TBMM Darbeleri Araştırma Komisyonu tarafından hazırlanan rapora değinen Nükhet İpekçi İzet, "Komisyon tarafından hazırlanan raporda Savcı Doğan Öz ve Abdi İpekçi cinayetleri Türkiye'de 12 Eylül askeri darbesini çözmek isteyenler açısından bütün malzemeleri içermektedir. Bu cinayetin dosyaları, gelişmeleri izlense, araştırılsa her şey ortaya çıkacaktır" şeklinde yer aldığını söyledi.
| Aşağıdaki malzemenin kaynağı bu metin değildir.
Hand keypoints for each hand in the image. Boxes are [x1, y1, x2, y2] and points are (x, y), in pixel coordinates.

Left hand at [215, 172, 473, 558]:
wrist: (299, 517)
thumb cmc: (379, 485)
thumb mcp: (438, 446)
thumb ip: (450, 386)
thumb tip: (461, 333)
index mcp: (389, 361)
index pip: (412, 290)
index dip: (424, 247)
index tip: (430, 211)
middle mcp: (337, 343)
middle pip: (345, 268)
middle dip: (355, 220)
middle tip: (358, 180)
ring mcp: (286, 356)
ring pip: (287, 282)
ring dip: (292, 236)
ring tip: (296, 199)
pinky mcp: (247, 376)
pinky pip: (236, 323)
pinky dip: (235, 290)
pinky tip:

Konuşmasında Abdi İpekçi cinayetini araştıran Savcı Doğan Öz'ün saptamasına da yer veren İzet, "Türkiye'de esas tehlike Özel Harp Merkezli kontrgerilladır ve ben adımımı attığım her yerde bununla karşılaşıyorum" ifadelerini kullandı. İzet, şöyle devam etti:
“Bir değişimin ve devinimin içindeyiz. Hep birlikte ve gereğince, hakkıyla, hukukuyla ilerlendiğinde ağır da, zor da gelse, bütün gerçeklerin bir bir yüzümüze çarpacağı ve o yüzleşmeden sonra arınıp, kendimizi iyi, temiz hissedeceğimiz bir geleceğe yol alabiliriz. Bu umut ve iyimserlikle ilerleyebiliriz. Biz ilerleriz de, bu kemik yığını burada öylece duracak. Burası 20 dakika sonra bomboş ve ıssız olacak. Ara sıra düşüncesini, görüşünü desteklemek için o kemiklerden yararlanmak isteyenler ya da Milliyet Gazetesi'ne çatmak, kızmak için 'Abdi İpekçi'nin kemikleri sızladı' diyecekler. Ben bir ölünün kemikleri nasıl sızlıyor bilmiyorum ama o kemiklerin içinde taşıdığı canı çok iyi biliyorum, onu iyi tanıyorum. Onun ruhunun içinin, kalbinin nelere sızladığını çok iyi biliyorum" diye konuştu.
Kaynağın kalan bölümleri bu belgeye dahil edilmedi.